Friday, March 26, 2010


It’s just a date on the calendar but that doesn’t stop folks from enjoying any temperature above freezing in New England and picturing how green everything will be in a few weeks. That’s a stretch because right now the landscape is still painted in wheat and burnt umber with several shades of grey. Hard winds swirl old leaves into the air making our cat crazy wondering what the faluke is going on outside.

Early spring up here means corn fields turn into rice paddies, mud season has begun and frost heaves finally dissolve leaving pot holes and large tarmac cracks. Along with crocuses pushing up through slow melting snow piles, the only thing budding on a tree this week would be a plastic container catching sugar drips from the maples.

We’re still grateful for the extra daylight because it’s pretty hard seeing where the road sides are located in the dark. Many of the white stripes painted along the edge have long dissolved making it impossible to see where the fields begin and the road ends, especially in the rain.

The people at the humane society also tell us there’s more stray animals giving birth about now. Soon they’ll be flooded with all manner of baby felines and canines in their wonderful shelter. Please try and remember them when you have old blankets you no longer need or if you are considering getting a pet.

Spring cleaning is still big in some homes. Windows have to be washed because the winter storms plaster a combo of crud that makes it hard to see the sunny views we’ve so missed.

We have a nutty bird who insists on building a nest in a space between the roof and a column on our front porch every year. My cat sits right inside the screened-in porch and stares at the creature who is so stubborn, no matter how many times Jack throws out the old nests, or how many times I scream when we surprise each other, I know she’ll be back in that same spot very soon.

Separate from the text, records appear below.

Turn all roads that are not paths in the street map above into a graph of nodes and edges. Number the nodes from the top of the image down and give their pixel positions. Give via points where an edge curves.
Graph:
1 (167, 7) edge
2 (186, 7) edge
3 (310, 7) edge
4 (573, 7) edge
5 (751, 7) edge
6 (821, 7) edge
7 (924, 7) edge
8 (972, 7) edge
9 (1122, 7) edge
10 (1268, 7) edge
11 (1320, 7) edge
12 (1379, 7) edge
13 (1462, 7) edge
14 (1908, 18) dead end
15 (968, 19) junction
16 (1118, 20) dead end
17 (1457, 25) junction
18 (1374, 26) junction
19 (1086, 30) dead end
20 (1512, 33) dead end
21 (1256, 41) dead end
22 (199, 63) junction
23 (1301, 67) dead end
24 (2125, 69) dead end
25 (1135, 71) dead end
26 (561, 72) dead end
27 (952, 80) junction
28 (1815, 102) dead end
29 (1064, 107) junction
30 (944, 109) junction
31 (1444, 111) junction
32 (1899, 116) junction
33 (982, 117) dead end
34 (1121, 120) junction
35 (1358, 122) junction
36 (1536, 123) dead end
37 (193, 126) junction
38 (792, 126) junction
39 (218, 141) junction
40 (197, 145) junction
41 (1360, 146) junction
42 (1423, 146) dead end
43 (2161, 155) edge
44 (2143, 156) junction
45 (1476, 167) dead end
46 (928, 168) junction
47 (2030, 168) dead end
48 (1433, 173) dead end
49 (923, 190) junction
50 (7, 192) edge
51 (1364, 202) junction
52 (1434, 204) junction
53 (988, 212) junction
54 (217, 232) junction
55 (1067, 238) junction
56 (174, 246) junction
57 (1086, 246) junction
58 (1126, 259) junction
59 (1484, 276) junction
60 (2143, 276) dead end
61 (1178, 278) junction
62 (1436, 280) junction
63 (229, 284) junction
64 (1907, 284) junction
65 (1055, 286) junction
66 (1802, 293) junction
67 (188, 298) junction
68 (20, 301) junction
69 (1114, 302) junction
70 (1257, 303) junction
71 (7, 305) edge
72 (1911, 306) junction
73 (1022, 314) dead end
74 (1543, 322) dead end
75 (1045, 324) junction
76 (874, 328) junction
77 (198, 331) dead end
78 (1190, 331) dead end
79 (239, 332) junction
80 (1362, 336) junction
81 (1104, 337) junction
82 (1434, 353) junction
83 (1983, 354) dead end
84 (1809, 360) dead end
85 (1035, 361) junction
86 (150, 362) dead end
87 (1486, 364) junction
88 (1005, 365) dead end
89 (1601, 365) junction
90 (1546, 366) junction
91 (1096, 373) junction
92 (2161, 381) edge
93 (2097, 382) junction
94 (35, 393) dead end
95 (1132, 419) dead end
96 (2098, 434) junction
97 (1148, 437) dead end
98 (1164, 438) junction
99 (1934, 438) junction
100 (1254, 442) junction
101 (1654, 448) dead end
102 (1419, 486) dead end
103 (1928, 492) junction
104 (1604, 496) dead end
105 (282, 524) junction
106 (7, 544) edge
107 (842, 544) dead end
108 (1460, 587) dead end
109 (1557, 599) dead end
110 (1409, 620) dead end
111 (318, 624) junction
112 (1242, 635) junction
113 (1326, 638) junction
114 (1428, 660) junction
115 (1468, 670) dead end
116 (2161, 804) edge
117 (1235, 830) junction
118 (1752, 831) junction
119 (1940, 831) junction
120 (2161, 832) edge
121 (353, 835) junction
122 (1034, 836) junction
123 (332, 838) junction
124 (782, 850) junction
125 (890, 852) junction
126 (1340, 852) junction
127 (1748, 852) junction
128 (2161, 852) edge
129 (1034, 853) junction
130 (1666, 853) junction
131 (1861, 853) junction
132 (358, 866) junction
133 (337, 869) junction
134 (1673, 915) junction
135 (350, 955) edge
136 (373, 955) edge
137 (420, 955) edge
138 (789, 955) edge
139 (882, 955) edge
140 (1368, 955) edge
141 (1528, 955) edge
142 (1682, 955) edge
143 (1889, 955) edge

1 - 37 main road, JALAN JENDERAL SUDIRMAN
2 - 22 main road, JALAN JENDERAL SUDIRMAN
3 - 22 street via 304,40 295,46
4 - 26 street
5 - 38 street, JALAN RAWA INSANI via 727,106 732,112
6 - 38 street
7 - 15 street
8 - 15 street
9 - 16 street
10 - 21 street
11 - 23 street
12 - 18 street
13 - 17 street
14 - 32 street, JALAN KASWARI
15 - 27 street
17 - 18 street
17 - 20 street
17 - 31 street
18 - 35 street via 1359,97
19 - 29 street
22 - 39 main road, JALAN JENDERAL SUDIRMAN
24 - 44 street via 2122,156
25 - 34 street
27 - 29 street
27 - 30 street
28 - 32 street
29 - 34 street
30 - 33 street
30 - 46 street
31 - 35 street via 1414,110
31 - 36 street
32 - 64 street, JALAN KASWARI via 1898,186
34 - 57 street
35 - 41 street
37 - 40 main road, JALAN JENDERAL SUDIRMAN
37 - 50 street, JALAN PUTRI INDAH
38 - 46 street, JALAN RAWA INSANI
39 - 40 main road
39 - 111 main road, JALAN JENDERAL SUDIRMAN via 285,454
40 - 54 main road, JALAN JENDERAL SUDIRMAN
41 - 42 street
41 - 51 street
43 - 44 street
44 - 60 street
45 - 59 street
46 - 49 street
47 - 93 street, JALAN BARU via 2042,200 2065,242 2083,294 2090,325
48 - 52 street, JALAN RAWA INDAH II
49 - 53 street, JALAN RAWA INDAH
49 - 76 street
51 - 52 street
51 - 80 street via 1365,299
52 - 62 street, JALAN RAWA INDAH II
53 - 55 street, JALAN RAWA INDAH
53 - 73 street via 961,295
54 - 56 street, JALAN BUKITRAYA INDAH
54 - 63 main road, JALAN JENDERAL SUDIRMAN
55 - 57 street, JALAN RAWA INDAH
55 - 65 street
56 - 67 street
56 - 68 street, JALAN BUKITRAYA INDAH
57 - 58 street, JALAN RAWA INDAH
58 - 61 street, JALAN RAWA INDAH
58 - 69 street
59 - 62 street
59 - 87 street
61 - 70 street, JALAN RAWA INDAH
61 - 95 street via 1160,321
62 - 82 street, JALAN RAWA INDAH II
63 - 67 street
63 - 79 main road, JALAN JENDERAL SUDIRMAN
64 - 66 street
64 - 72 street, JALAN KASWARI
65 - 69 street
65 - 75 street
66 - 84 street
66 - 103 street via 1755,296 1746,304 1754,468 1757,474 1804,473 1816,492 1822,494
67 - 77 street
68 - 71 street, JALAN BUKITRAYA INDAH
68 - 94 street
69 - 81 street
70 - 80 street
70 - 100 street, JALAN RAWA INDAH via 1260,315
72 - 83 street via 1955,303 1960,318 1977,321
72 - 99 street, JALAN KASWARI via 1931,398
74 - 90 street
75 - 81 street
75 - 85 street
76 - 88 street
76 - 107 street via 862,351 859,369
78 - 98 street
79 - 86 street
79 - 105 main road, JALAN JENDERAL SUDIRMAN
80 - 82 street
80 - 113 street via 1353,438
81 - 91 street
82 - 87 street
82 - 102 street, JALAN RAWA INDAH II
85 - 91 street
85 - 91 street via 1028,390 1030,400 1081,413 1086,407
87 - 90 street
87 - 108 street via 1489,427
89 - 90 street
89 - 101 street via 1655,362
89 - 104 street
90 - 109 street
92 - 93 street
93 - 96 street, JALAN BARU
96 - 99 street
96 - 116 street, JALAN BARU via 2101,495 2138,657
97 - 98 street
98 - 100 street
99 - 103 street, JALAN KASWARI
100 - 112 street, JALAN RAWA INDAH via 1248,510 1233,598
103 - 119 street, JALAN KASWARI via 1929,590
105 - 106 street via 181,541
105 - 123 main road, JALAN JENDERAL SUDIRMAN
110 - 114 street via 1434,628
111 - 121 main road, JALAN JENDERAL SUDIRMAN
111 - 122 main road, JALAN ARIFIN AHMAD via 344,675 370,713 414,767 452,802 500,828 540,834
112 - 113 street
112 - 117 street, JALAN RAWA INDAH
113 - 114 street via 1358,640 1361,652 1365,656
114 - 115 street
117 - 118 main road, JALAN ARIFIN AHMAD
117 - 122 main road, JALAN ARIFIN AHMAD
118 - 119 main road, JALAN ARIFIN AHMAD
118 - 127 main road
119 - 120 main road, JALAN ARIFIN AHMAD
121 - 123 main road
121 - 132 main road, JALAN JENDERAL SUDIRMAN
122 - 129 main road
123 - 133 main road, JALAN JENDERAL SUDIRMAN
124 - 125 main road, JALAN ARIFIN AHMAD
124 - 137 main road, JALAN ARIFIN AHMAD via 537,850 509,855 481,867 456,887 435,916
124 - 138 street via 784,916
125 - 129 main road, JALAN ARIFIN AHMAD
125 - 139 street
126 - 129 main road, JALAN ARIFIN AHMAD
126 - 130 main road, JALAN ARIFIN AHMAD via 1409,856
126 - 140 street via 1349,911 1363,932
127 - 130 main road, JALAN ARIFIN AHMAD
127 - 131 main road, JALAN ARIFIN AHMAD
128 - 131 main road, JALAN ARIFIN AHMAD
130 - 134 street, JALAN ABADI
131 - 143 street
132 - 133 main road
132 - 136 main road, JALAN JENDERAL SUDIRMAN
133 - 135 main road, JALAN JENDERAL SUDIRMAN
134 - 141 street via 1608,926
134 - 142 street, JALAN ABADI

I can’t wait until the buds show up on our forsythia and azalea bushes. They will explode into the most beautiful mélange outside my living room windows. I’ll be sure and post photos when that happens.

About last week’s blog…..

The Union Leader in New Hampshire published “Maple Beyond The Morning” in its’ Wed. issue. Benton’s sugar shack has been producing maple syrup for 150 years! It is now being operated by the sixth-generation family members!

To the reader who wants to know about obtaining great maple syrup in southwest Virginia. I found The Bland County Family Farm, which has had ten years of tapping in that area. Their web page is: as they also sell beef.

Hope you are all enjoying the “pre spring” landscape and warmer temperatures wherever you may be.